### TASK BRIEF:
Filter the entries, keeping every line with the string "image".

Dataset entries
%%
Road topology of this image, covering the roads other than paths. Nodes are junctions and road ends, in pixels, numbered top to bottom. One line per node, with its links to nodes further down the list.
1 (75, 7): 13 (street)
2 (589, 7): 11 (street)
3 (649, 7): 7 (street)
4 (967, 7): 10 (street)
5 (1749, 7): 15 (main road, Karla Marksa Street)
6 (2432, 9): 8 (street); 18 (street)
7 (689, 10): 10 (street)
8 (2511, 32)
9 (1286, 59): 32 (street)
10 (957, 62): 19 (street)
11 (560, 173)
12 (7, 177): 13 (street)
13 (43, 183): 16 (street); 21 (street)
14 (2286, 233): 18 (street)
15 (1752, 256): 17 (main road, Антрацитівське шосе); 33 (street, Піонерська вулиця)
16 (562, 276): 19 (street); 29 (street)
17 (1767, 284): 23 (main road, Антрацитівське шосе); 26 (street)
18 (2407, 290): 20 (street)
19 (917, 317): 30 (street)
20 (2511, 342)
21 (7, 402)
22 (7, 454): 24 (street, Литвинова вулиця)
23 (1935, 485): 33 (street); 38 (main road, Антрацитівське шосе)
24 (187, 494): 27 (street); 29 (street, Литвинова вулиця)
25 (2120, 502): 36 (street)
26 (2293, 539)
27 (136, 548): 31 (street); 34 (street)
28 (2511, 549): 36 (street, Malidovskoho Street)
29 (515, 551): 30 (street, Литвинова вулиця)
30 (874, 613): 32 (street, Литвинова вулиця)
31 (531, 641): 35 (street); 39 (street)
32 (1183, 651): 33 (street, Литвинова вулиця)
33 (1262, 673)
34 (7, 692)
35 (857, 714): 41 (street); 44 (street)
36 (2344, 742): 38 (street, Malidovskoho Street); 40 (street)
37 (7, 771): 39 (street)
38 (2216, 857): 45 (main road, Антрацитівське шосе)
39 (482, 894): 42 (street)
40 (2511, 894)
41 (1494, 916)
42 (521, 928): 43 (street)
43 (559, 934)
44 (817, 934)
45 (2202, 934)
%%
%%
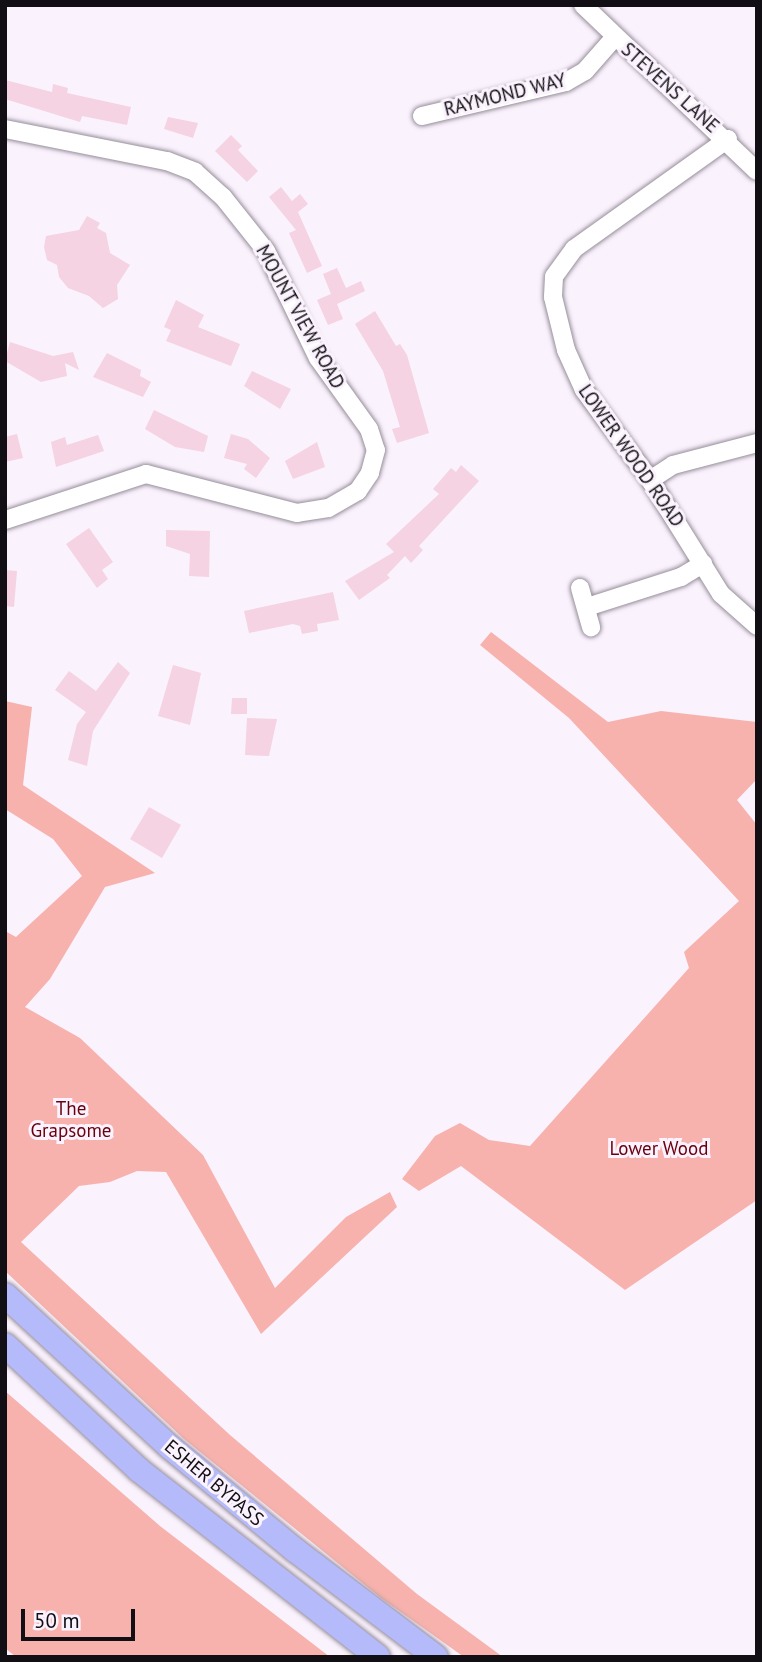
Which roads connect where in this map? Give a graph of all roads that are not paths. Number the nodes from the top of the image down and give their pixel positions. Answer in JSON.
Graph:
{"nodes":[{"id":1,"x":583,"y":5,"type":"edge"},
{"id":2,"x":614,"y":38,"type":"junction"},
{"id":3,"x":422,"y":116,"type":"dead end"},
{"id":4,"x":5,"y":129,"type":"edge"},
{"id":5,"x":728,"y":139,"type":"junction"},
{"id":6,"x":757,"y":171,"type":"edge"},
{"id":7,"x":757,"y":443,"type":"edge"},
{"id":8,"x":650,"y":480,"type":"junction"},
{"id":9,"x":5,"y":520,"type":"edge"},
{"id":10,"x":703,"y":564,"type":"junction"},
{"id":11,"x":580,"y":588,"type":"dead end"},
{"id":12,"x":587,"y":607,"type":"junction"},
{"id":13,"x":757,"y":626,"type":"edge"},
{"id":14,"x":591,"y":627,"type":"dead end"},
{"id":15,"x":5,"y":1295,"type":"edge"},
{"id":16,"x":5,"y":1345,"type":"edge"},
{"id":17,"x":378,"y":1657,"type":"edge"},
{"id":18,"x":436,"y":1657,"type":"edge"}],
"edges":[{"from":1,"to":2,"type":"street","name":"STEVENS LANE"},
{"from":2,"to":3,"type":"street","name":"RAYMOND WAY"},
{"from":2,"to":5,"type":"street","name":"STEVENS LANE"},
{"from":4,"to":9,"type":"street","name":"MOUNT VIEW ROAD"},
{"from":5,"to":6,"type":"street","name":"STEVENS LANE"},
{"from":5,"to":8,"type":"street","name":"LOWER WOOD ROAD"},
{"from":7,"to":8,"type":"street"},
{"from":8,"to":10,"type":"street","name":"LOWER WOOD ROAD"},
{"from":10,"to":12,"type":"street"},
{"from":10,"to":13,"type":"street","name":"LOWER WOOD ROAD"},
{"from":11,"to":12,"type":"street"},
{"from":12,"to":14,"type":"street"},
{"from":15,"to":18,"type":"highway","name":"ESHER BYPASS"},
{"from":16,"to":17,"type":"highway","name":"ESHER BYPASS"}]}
%%
%%
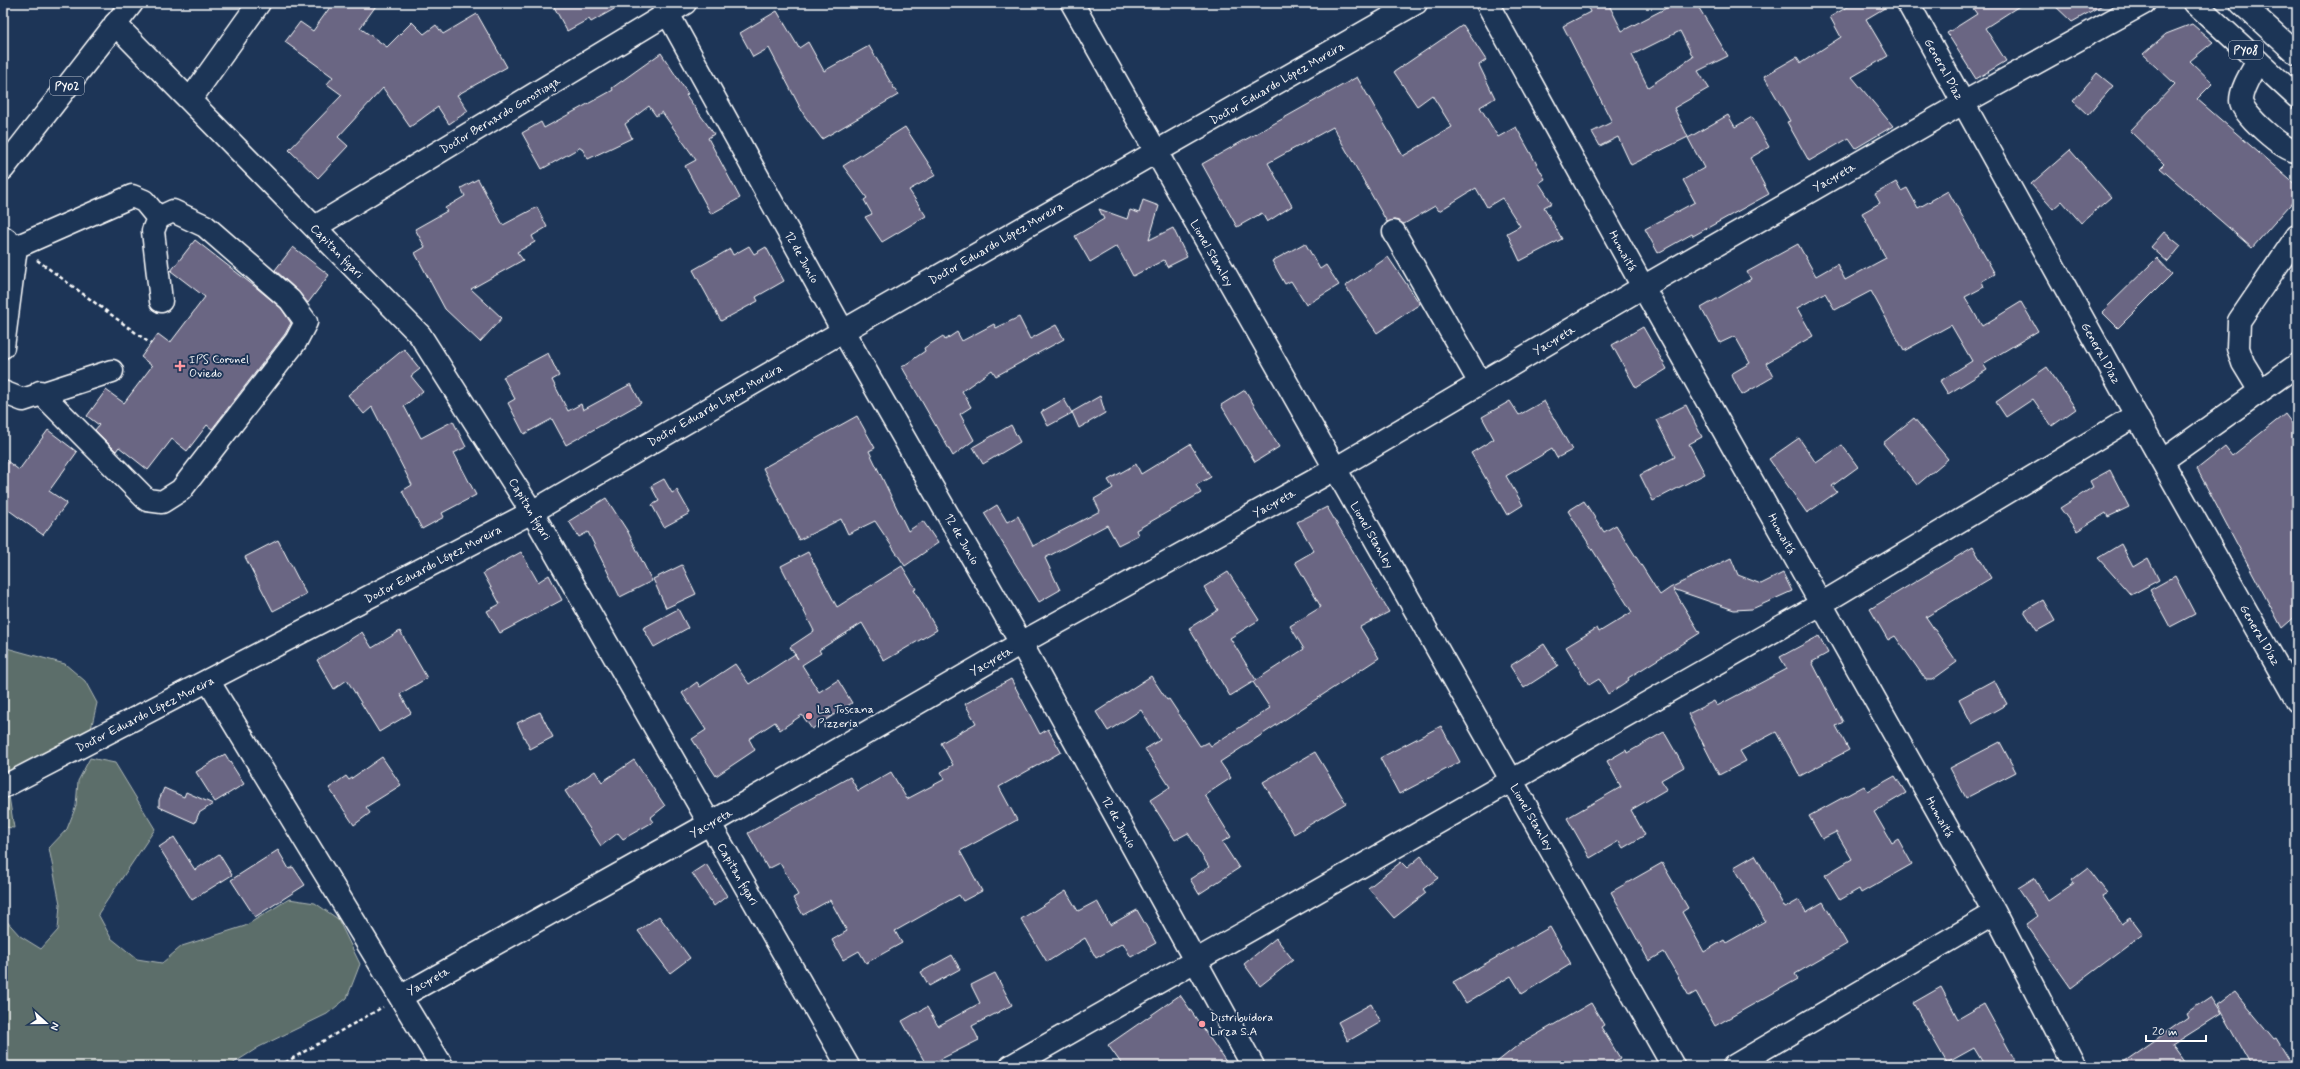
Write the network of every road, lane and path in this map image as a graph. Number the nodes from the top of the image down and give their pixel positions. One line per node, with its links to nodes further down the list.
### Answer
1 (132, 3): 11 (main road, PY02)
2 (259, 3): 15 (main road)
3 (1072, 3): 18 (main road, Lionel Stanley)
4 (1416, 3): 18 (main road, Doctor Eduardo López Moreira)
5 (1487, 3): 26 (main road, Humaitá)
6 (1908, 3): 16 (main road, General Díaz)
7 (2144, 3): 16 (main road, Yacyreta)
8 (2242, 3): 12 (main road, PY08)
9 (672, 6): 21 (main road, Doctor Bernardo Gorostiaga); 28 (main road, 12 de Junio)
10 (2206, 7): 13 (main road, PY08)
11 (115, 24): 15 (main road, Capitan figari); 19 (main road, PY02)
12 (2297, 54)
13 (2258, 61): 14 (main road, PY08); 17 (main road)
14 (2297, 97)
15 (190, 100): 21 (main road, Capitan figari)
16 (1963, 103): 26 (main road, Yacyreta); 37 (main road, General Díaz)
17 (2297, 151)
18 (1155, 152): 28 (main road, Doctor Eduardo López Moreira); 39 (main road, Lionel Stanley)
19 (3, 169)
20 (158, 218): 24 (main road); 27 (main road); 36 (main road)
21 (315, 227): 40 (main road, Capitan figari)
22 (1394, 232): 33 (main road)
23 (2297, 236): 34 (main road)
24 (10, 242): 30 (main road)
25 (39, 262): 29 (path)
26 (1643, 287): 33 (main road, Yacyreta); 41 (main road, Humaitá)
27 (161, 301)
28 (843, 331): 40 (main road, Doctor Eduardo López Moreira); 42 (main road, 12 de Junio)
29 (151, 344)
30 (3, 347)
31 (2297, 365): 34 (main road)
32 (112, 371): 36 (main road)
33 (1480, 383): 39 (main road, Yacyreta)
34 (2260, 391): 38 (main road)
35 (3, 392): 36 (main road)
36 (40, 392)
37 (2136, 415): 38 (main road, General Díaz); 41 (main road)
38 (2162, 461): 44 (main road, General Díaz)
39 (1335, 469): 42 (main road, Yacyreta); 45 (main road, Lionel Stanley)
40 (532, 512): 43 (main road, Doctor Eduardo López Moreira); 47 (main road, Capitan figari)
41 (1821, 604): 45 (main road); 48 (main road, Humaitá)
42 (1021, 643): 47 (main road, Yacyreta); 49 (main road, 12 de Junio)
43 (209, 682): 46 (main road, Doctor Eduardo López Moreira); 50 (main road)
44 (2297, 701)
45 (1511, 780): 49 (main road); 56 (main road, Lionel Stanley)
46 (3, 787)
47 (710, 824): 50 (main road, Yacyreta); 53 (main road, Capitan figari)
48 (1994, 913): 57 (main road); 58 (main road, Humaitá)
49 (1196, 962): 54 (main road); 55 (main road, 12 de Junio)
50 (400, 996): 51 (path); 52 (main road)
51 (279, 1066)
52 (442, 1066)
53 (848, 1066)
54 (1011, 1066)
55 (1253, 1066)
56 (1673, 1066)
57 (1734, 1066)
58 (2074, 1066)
%%
### SOLVED EXERCISE:
Road topology of this image, covering the roads other than paths. Nodes are junctions and road ends, in pixels, numbered top to bottom. One line per node, with its links to nodes further down the list.
Which roads connect where in this map? Give a graph of all roads that are not paths. Number the nodes from the top of the image down and give their pixel positions. Answer in JSON.
Write the network of every road, lane and path in this map image as a graph. Number the nodes from the top of the image down and give their pixel positions. One line per node, with its links to nodes further down the list.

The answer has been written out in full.